__Assignment__. Copy the data exactly. Images are to be left out.

=== Begin Enclosure ===

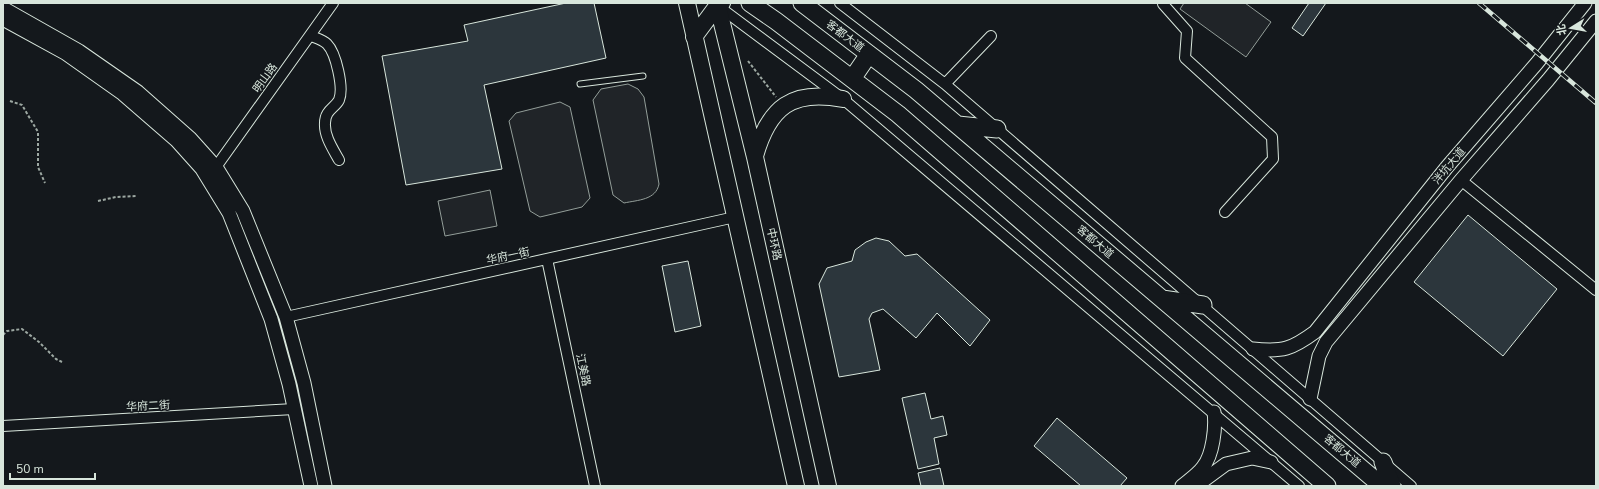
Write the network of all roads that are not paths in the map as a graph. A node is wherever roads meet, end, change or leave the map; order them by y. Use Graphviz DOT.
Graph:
graph roads {
  1 [pos="333,3"];
  2 [pos="687,3"];
  3 [pos="750,3"];
  4 [pos="802,3"];
  5 [pos="840,3"];
  6 [pos="1163,3"];
  7 [pos="1585,3"];
  8 [pos="717,4"];
  9 [pos="3,8"];
  10 [pos="3,20"];
  11 [pos="1596,21"];
  12 [pos="311,36"];
  13 [pos="991,36"];
  14 [pos="694,37"];
  15 [pos="869,54"];
  16 [pos="643,76"];
  17 [pos="852,78"];
  18 [pos="580,84"];
  19 [pos="945,84"];
  20 [pos="843,99"];
  21 [pos="958,125"];
  22 [pos="997,129"];
  23 [pos="755,157"];
  24 [pos="339,160"];
  25 [pos="216,167"];
  26 [pos="1461,180"];
  27 [pos="1225,212"];
  28 [pos="735,217"];
  29 [pos="547,259"];
  30 [pos="1596,290"];
  31 [pos="1162,298"];
  32 [pos="1203,305"];
  33 [pos="286,317"];
  34 [pos="1253,349"];
  35 [pos="1310,399"];
  36 [pos="294,409"];
  37 [pos="1214,412"];
  38 [pos="3,426"];
  39 [pos="1272,462"];
  40 [pos="1383,462"];
  41 [pos="1207,471"];
  42 [pos="311,486"];
  43 [pos="325,486"];
  44 [pos="595,486"];
  45 [pos="796,486"];
  46 [pos="828,486"];
  47 [pos="1182,486"];
  48 [pos="1196,486"];
  49 [pos="1299,486"];
  50 [pos="1327,486"];
  51 [pos="1382,486"];
  52 [pos="1392,486"];
  53 [pos="1411,486"];
  1 -- 12 [label="street, 明山路"];
  2 -- 14 [label="main road"];
  3 -- 17 [label="highway"];
  4 -- 15 [label="highway, 客都大道"];
  5 -- 19 [label="street"];
  6 -- 27 [label="street"];
  7 -- 34 [label="street, 泮坑大道"];
  8 -- 14 [label="main road"];
  8 -- 20 [label="street"];
  8 -- 23 [label="main road, 中环路"];
  9 -- 25 [label="street"];
  10 -- 36 [label="street"];
  11 -- 26 [label="street, 泮坑大道"];
  12 -- 24 [label="street"];
  12 -- 25 [label="street, 明山路"];
  13 -- 19 [label="street"];
  14 -- 28 [label="main road"];
  15 -- 17 [label="highway"];
  15 -- 21 [label="highway, 客都大道"];
  16 -- 18 [label="lane"];
  17 -- 50 [label="highway"];
  19 -- 22 [label="street"];
  20 -- 23 [label="main road"];
  20 -- 37 [label="street"];
  21 -- 22 [label="highway"];
  21 -- 31 [label="highway, 客都大道"];
  22 -- 32 [label="street"];
  23 -- 46 [label="main road, 中环路"];
  25 -- 33 [label="street"];
  26 -- 30 [label="street"];
  26 -- 35 [label="street, 泮坑大道"];
  28 -- 29 [label="street, 华府一街"];
  28 -- 45 [label="main road"];
  29 -- 33 [label="street, 华府一街"];
  29 -- 44 [label="street, 江美路"];
  31 -- 32 [label="highway"];
  31 -- 51 [label="highway, 客都大道"];
  32 -- 34 [label="street"];
  33 -- 43 [label="street"];
  34 -- 35 [label="street"];
  35 -- 40 [label="street"];
  36 -- 38 [label="street, 华府二街"];
  36 -- 42 [label="street"];
  37 -- 39 [label="street"];
  37 -- 41 [label="street"];
  39 -- 41 [label="street"];
  39 -- 49 [label="street"];
  40 -- 52 [label="highway"];
  40 -- 53 [label="street"];
  41 -- 47 [label="street"];
  41 -- 48 [label="street"];
}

=== End Enclosure ===

__Answer box__.
Write the network of all roads that are not paths in the map as a graph. A node is wherever roads meet, end, change or leave the map; order them by y. Use Graphviz DOT.
Graph:
graph roads {
  1 [pos="333,3"];
  2 [pos="687,3"];
  3 [pos="750,3"];
  4 [pos="802,3"];
  5 [pos="840,3"];
  6 [pos="1163,3"];
  7 [pos="1585,3"];
  8 [pos="717,4"];
  9 [pos="3,8"];
  10 [pos="3,20"];
  11 [pos="1596,21"];
  12 [pos="311,36"];
  13 [pos="991,36"];
  14 [pos="694,37"];
  15 [pos="869,54"];
  16 [pos="643,76"];
  17 [pos="852,78"];
  18 [pos="580,84"];
  19 [pos="945,84"];
  20 [pos="843,99"];
  21 [pos="958,125"];
  22 [pos="997,129"];
  23 [pos="755,157"];
  24 [pos="339,160"];
  25 [pos="216,167"];
  26 [pos="1461,180"];
  27 [pos="1225,212"];
  28 [pos="735,217"];
  29 [pos="547,259"];
  30 [pos="1596,290"];
  31 [pos="1162,298"];
  32 [pos="1203,305"];
  33 [pos="286,317"];
  34 [pos="1253,349"];
  35 [pos="1310,399"];
  36 [pos="294,409"];
  37 [pos="1214,412"];
  38 [pos="3,426"];
  39 [pos="1272,462"];
  40 [pos="1383,462"];
  41 [pos="1207,471"];
  42 [pos="311,486"];
  43 [pos="325,486"];
  44 [pos="595,486"];
  45 [pos="796,486"];
  46 [pos="828,486"];
  47 [pos="1182,486"];
  48 [pos="1196,486"];
  49 [pos="1299,486"];
  50 [pos="1327,486"];
  51 [pos="1382,486"];
  52 [pos="1392,486"];
  53 [pos="1411,486"];
  1 -- 12 [label="street, 明山路"];
  2 -- 14 [label="main road"];
  3 -- 17 [label="highway"];
  4 -- 15 [label="highway, 客都大道"];
  5 -- 19 [label="street"];
  6 -- 27 [label="street"];
  7 -- 34 [label="street, 泮坑大道"];
  8 -- 14 [label="main road"];
  8 -- 20 [label="street"];
  8 -- 23 [label="main road, 中环路"];
  9 -- 25 [label="street"];
  10 -- 36 [label="street"];
  11 -- 26 [label="street, 泮坑大道"];
  12 -- 24 [label="street"];
  12 -- 25 [label="street, 明山路"];
  13 -- 19 [label="street"];
  14 -- 28 [label="main road"];
  15 -- 17 [label="highway"];
  15 -- 21 [label="highway, 客都大道"];
  16 -- 18 [label="lane"];
  17 -- 50 [label="highway"];
  19 -- 22 [label="street"];
  20 -- 23 [label="main road"];
  20 -- 37 [label="street"];
  21 -- 22 [label="highway"];
  21 -- 31 [label="highway, 客都大道"];
  22 -- 32 [label="street"];
  23 -- 46 [label="main road, 中环路"];
  25 -- 33 [label="street"];
  26 -- 30 [label="street"];
  26 -- 35 [label="street, 泮坑大道"];
  28 -- 29 [label="street, 华府一街"];
  28 -- 45 [label="main road"];
  29 -- 33 [label="street, 华府一街"];
  29 -- 44 [label="street, 江美路"];
  31 -- 32 [label="highway"];
  31 -- 51 [label="highway, 客都大道"];
  32 -- 34 [label="street"];
  33 -- 43 [label="street"];
  34 -- 35 [label="street"];
  35 -- 40 [label="street"];
  36 -- 38 [label="street, 华府二街"];
  36 -- 42 [label="street"];
  37 -- 39 [label="street"];
  37 -- 41 [label="street"];
  39 -- 41 [label="street"];
  39 -- 49 [label="street"];
  40 -- 52 [label="highway"];
  40 -- 53 [label="street"];
  41 -- 47 [label="street"];
  41 -- 48 [label="street"];
}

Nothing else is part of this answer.